### WHAT TO DO
Start at the line below containing "<!-- building -->" and stop at the line containing "632,273 617,281 612,269". Repeat every line of that stretch exactly, and nothing outside it.

### DATASET EXCERPTS
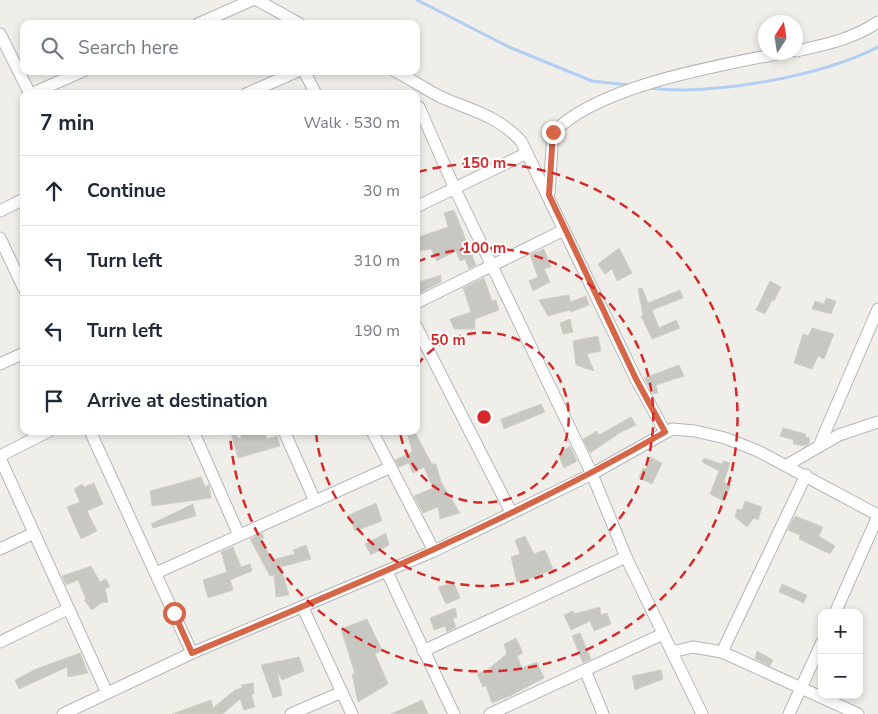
<!DOCTYPE html>
<meta charset="utf-8">
<style>
:root{--surface:#fff;--page:#f6f6f7;--text:#1f2937;--muted:#747a83;--line:#e0e1e3}
body{margin:0;font-family:"Nunito Sans",sans-serif;background:var(--page);color:var(--text)}
.controls{position:absolute;right:15px;bottom:15px;display:grid;overflow:hidden;border-radius:10px;box-shadow:0 2px 8px #0003}
.controls button{width:45px;height:45px;display:grid;place-items:center;padding:0;border:0;border-bottom:1px solid var(--line);background:var(--surface);color:var(--text);font:25px sans-serif}
.compass{position:absolute;left:758px;top:15px;width:45px;height:45px;border-radius:50%;background:var(--surface);box-shadow:0 2px 8px #0003;rotate:12deg}
.stop{position:absolute;width:15px;height:15px;margin:-11px;border:4px solid #d56748;border-radius:50%;background:#fff}
.stop.end{background:#d56748;border-color:#fff;box-shadow:0 1px 5px #0008}
.list{margin:0;padding:0;list-style:none}
h2{display:flex;justify-content:space-between;align-items:center;height:65px;margin:0;padding:0 20px;font-size:21px}
h2 small{font-size:16px;font-weight:400;color:var(--muted)}
.list li{display:grid;grid-template-columns:32px 1fr auto;gap:15px;align-items:center;box-sizing:border-box;height:70px;padding:0 20px;border-top:1px solid var(--line)}
.list b{display:block;font-size:19px;white-space:nowrap}
.list em{font-size:16px;font-style:normal;color:var(--muted)}
.icon{flex:none;width:28px;height:28px;fill:none;stroke:currentColor;stroke-width:2;stroke-linecap:round;stroke-linejoin:round}
.map{position:relative;flex:none;width:878px;height:714px;overflow:hidden}
.search{position:absolute;background:var(--surface);box-shadow:0 2px 8px #0003;left:20px;top:20px;width:400px;height:55px;display:flex;align-items:center;gap:12px;box-sizing:border-box;padding:0 18px;border-radius:10px;color:var(--muted);font-size:19px}
.panel{position:absolute;background:var(--surface);box-shadow:0 2px 8px #0003;left:20px;top:90px;width:400px;height:345px;border-radius:10px}
.map>svg:first-child{display:block}
.lines{fill:none;stroke-linecap:round;stroke-linejoin:round}
.stream{stroke:#b2cef5;stroke-width:3}
.building{fill:#c8c8c2;stroke:#d3d1c6}
.street-casing{stroke:#b4b6ba;stroke-width:13}
.street{stroke:#fff;stroke-width:11}
.route{stroke:#d56748;stroke-width:6}
.ring{fill:none;stroke:#d62828;stroke-width:2.5;stroke-dasharray:9 6}
.centre{fill:#d62828;stroke:#fff;stroke-width:2.5}
.ring-label{font-size:15px;text-anchor:middle;font-weight:bold;fill:#d62828;stroke:#fff;stroke-width:4;stroke-linejoin:round;paint-order:stroke}
</style>
<div class="map">
<svg width="878" height="714" viewBox="0 0 878 714">
<rect width="100%" height="100%" fill="#efeee8"/>
<g class="lines">
<!-- stream -->
<g class="stream">
<polyline points="417,0 509,47 592,81 629,85"/>
<path d="M650,88C714,96 821,76 878,47"/>
</g>
</g>
<!-- building -->
<g class="building">
<polygon points="454,210 476,265 469,269 465,259 460,261 456,251 437,261 431,249 416,251 416,238 448,227 444,213"/>
<polygon points="619,248 632,273 617,281 612,269 605,274 598,264"/>
<polygon points="544,249 551,267 544,269 550,282 533,291 529,281 538,277 530,255"/>
<polygon points="441,275 441,282 416,295 416,283"/>
<polygon points="484,278 492,301 496,300 499,310 475,319 475,329 454,329 450,319 471,312 463,288"/>
<polygon points="770,281 781,287 774,301 772,300 765,314 756,310"/>
<polygon points="642,288 648,303 680,290 683,298 652,310 659,328 676,320 680,328 652,339 641,316 643,315 638,289"/>
<polygon points="569,295 570,302 586,296 589,305 571,312 570,310 548,316 539,300"/>
<polygon points="826,298 836,301 831,314 812,309 815,301 824,304"/>
<polygon points="570,319 573,332 563,334 560,323"/>
<polygon points="812,328 834,334 824,359 818,356 812,369 794,363 803,334 808,336"/>
<polygon points="598,336 601,351 587,354 594,371 576,365 573,341"/>
<polygon points="679,365 684,376 656,385 658,393 653,394 644,378"/>
<polygon points="541,404 545,412 504,429 501,419"/>
<polygon points="631,417 636,425 621,432 590,453 583,439 597,431 599,435"/>
<polygon points="783,428 806,434 805,437 810,438 809,444 804,446 793,444 794,440 780,436"/>
<polygon points="244,431 263,431 267,439 277,436 280,446 238,458 231,434 235,432 238,438 242,438 240,434"/>
<polygon points="407,431 414,431 432,464 436,464 441,482 460,513 440,519 438,507 423,513 414,496 433,488 424,467 413,473 409,463 399,467 395,460 412,452"/>
<polygon points="570,446 577,461 564,468 558,454"/>
<polygon points="650,457 662,463 652,484 639,478 643,468 646,469"/>
<polygon points="704,458 722,464 723,461 730,463 724,482 731,485 724,501 710,494 719,471 702,462"/>
<polygon points="201,477 205,487 209,485 211,498 152,506 150,491"/>
<polygon points="94,483 103,504 87,511 97,531 81,539 67,507 80,502 74,489 82,484 84,487"/>
<polygon points="745,501 762,507 758,520 754,518 747,527 735,517 737,509 742,510"/>
<polygon points="376,503 382,521 355,531 349,515"/>
<polygon points="193,504 196,516 153,528 151,524"/>
<polygon points="795,516 823,527 819,536 835,546 830,554 799,539 800,535 788,530"/>
<polygon points="262,533 264,538 261,539 272,560 295,554 293,550 306,545 311,559 281,567 289,595 276,597 274,575 270,576 250,539"/>
<polygon points="386,533 389,545 371,555 365,544"/>
<polygon points="525,536 534,554 545,550 553,569 535,577 517,582 511,557 520,554 515,540"/>
<polygon points="233,547 241,567 250,564 252,571 230,580 233,590 208,598 203,580 227,572 221,552"/>
<polygon points="91,566 100,582 106,579 110,587 105,589 108,602 101,603 92,610 84,600 86,599 78,580 66,585 62,576"/>
<polygon points="454,583 460,598 446,604 438,587"/>
<polygon points="782,584 807,595 804,603 779,592"/>
<polygon points="600,607 601,615 607,613 611,624 594,631 590,621 571,630 564,615 573,611 574,614"/>
<polygon points="455,608 457,617 453,619 456,627 447,632 445,626 434,630 430,618"/>
<polygon points="367,619 382,650 375,654 388,684 358,702 352,674 355,674 341,629"/>
<polygon points="580,633 591,659 583,663 572,636"/>
<polygon points="516,638 523,653 517,656 522,668 537,662 544,678 510,696 492,703 486,686 483,687 477,674 487,670 507,654 504,644"/>
<polygon points="757,651 773,660 770,666 755,659"/>
<polygon points="80,653 88,673 68,677 67,667 19,689 15,680 36,669"/>
<polygon points="299,657 304,671 282,680 277,672 282,695 273,698 261,665"/>
<polygon points="661,670 663,679 635,690 632,676"/>
<polygon points="253,683 254,694 251,694 255,707 244,710 240,699 223,714 172,714 211,700 213,708 235,690 242,688 241,685"/>
<polygon points="422,700 428,714 391,714"/>
</g>
<g class="lines">
<defs>
<g id="street">
<polyline points="257,0 300,24"/>
<polyline points="198,24 252,0"/>
<polyline points="0,34 30,94"/>
<path d="M796,51C825,45 853,39 878,22"/>
<polyline points="304,71 316,94"/>
<path d="M395,71C411,79 426,90 443,98C473,111 498,116 521,141L636,379L665,432"/>
<polyline points="31,94 83,71"/>
<polyline points="246,94 298,71"/>
<polyline points="419,107 455,189 592,474 626,557 702,714"/>
<path d="M549,193L553,133C598,85 722,65 787,52"/>
<polyline points="416,207 527,153"/>
<polyline points="0,211 24,199"/>
<polyline points="0,238 24,289"/>
<polyline points="416,303 564,230"/>
<polyline points="416,326 511,512"/>
<polyline points="0,364 24,353"/>
<polyline points="90,431 192,653"/>
<polyline points="193,431 239,535"/>
<polyline points="284,431 315,501"/>
<polyline points="372,431 434,551"/>
<polyline points="819,446 878,309"/>
<polyline points="0,456 49,431"/>
<polyline points="0,458 107,693"/>
<polyline points="787,465 839,435 878,422"/>
<polyline points="0,549 34,533"/>
<polyline points="387,572 454,714"/>
<polyline points="156,573 391,467"/>
<polyline points="303,608 352,714"/>
<polyline points="835,613 878,516"/>
<polyline points="0,642 68,609"/>
<polyline points="423,651 626,557"/>
<polyline points="672,652 693,647 722,652 858,714"/>
<polyline points="722,652 806,475"/>
<polyline points="585,670 603,714"/>
<polyline points="63,714 192,653 434,551 592,474 672,429 695,431 725,438 758,451 878,515"/>
<polyline points="291,714 342,692"/>
<polyline points="490,714 663,634"/>
<polyline points="789,714 822,642"/>
</g>
</defs>
<!-- street casing -->
<use href="#street" class="street-casing"/>
<!-- street -->
<use href="#street" class="street"/>
</g>
<g class="lines">
<!-- route -->
<path class="route" d="M174,613L192,653C353,586 514,519 665,432L636,379L549,195L553,132"/>
</g>
<!-- distance rings -->
<g class="ring">
<path d="M417 365A85 85 0 1 1 400 432"/>
<path d="M417 262A169 169 0 1 1 316 432"/>
<path d="M418 172A254 254 0 1 1 230 433"/>
</g>
<circle cx="484" cy="417" r="8" class="centre"/>
<g class="ring-label">
<text x="484" y="168">150 m</text>
<text x="484" y="253">100 m</text>
<text x="448" y="345">50 m</text>
</g>
</svg>
<div class="controls">
<button>+</button>
<button>−</button>
</div>
<svg class="compass" viewBox="-18 -18 36 36"><path d="M0-13l5 13h-10z" fill="#e53935"/><path d="M0 13l5-13h-10z" fill="#747a83"/></svg>
<div class="stop" style="left:174px;top:613px"></div>
<div class="stop end" style="left:553px;top:132px"></div>
<div class="search"><svg class="icon" aria-label="search" viewBox="0 0 24 24"><circle cx="10" cy="10" r="6"/><path d="M15 15l6 6"/></svg>Search here</div>
<section class="panel">
<h2>7 min<small>Walk · 530 m</small></h2>
<ul class="list">
<li><svg class="icon" aria-label="ahead" viewBox="0 0 24 24"><path d="M12 20V5M6 11l6-6 6 6"/></svg><div><b>Continue</b></div><em>30 m</em></li>
<li><svg class="icon" aria-label="left" viewBox="0 0 24 24"><path d="M17 20v-9H6M10 6l-5 5 5 5"/></svg><div><b>Turn left</b></div><em>310 m</em></li>
<li><svg class="icon" aria-label="left" viewBox="0 0 24 24"><path d="M17 20v-9H6M10 6l-5 5 5 5"/></svg><div><b>Turn left</b></div><em>190 m</em></li>
<li><svg class="icon" aria-label="arrive" viewBox="0 0 24 24"><path d="M6 21V4h12l-3 4 3 4H6"/></svg><div><b>Arrive at destination</b></div></li>
</ul>
</section>
</div>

### TASK ANSWER
<!-- building -->
<g class="building">
<polygon points="454,210 476,265 469,269 465,259 460,261 456,251 437,261 431,249 416,251 416,238 448,227 444,213"/>
<polygon points="619,248 632,273 617,281 612,269 605,274 598,264"/>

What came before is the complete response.